国土交通省は、全国で行われている地下水採取の実態を把握し、適切に管理する仕組みについて検討を開始した。地方自治体と連携し、統一的な考え方のもとで国籍情報を含めた地下水採取の実態把握に取り組む。地下水を適切に保全・利用するための実効性のある仕組みを検討し、夏ごろを目標に基本的な考え方をとりまとめる。10日に開いた有識者による「地下水の適正な保全と利用に関する検討会」の初会合で方針を示した。
地下水をめぐっては、採取を規制する全国一律の法律はなく、地域の実情に応じて自治体が条例で規制し、採取の届出や許可などを実施している。

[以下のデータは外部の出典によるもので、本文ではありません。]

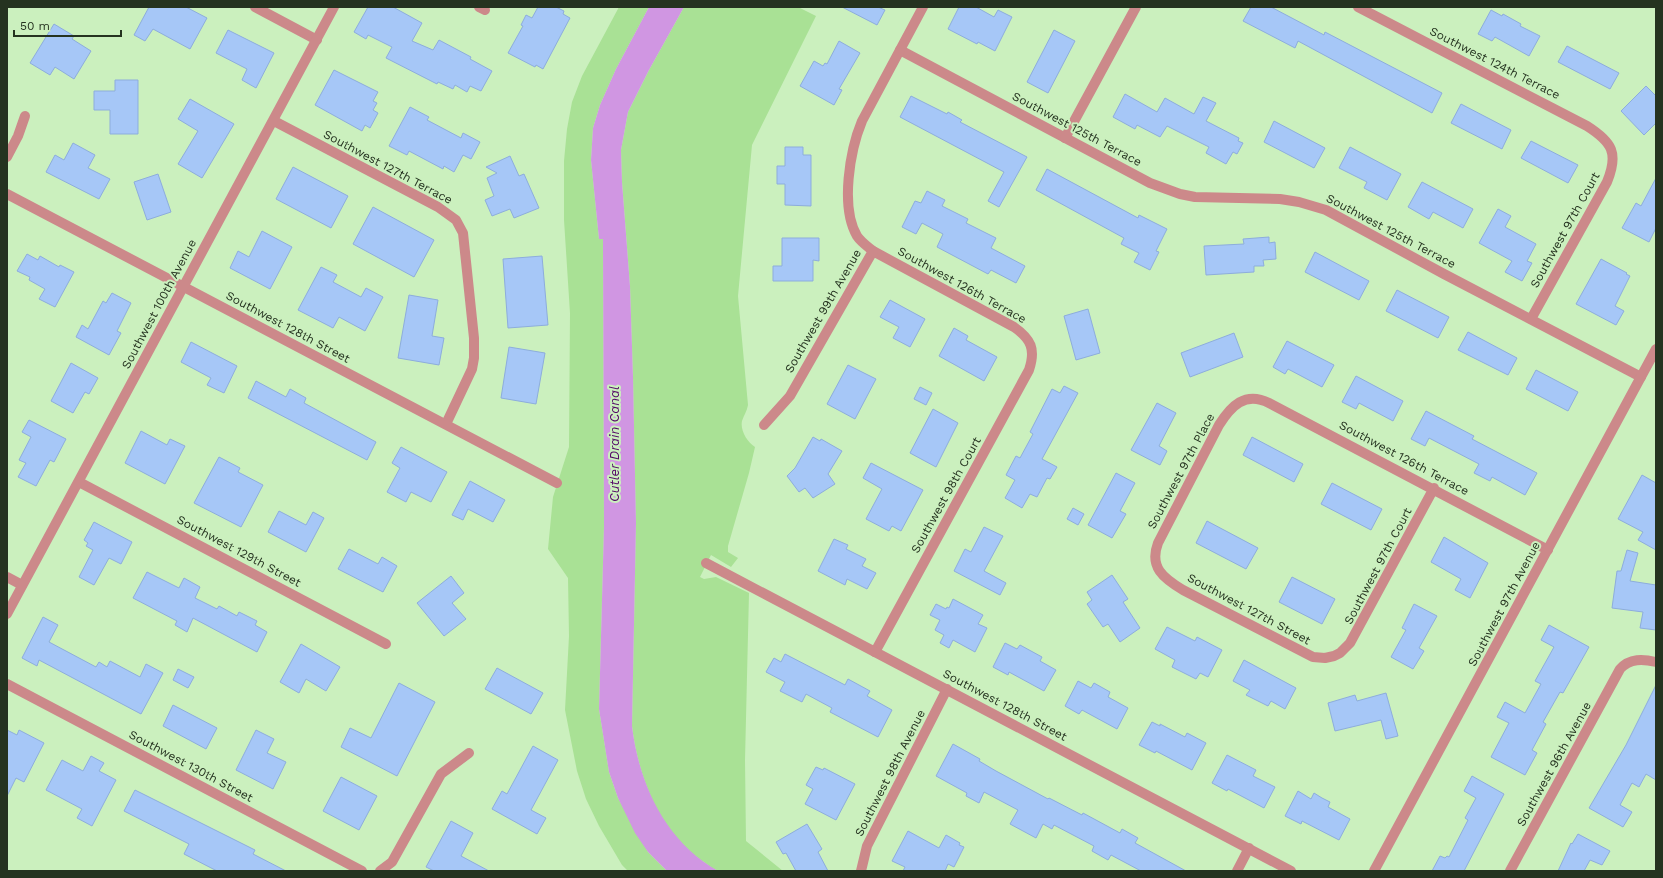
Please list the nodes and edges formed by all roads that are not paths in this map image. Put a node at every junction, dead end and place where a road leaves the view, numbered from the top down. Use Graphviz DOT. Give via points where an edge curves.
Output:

条例のある市区町村は714団体にとどまり、それ以外の自治体では実態を把握出来ていない。
初会合では①半導体工場やデータセンターの増加②災害時の代替水源の確保③外国人による地下水の過剰採取への懸念④渇水や降雪量の減少など気候変動による地下水量への影響⑤地下水採取による地盤沈下などのリスク―の5つの課題について議論した。
今後は4月下旬をめどに2回目の会合を開き、自治体による条例制定の事例などを共有する。自治体による条例の整備・運用を支援するため、検討を進める。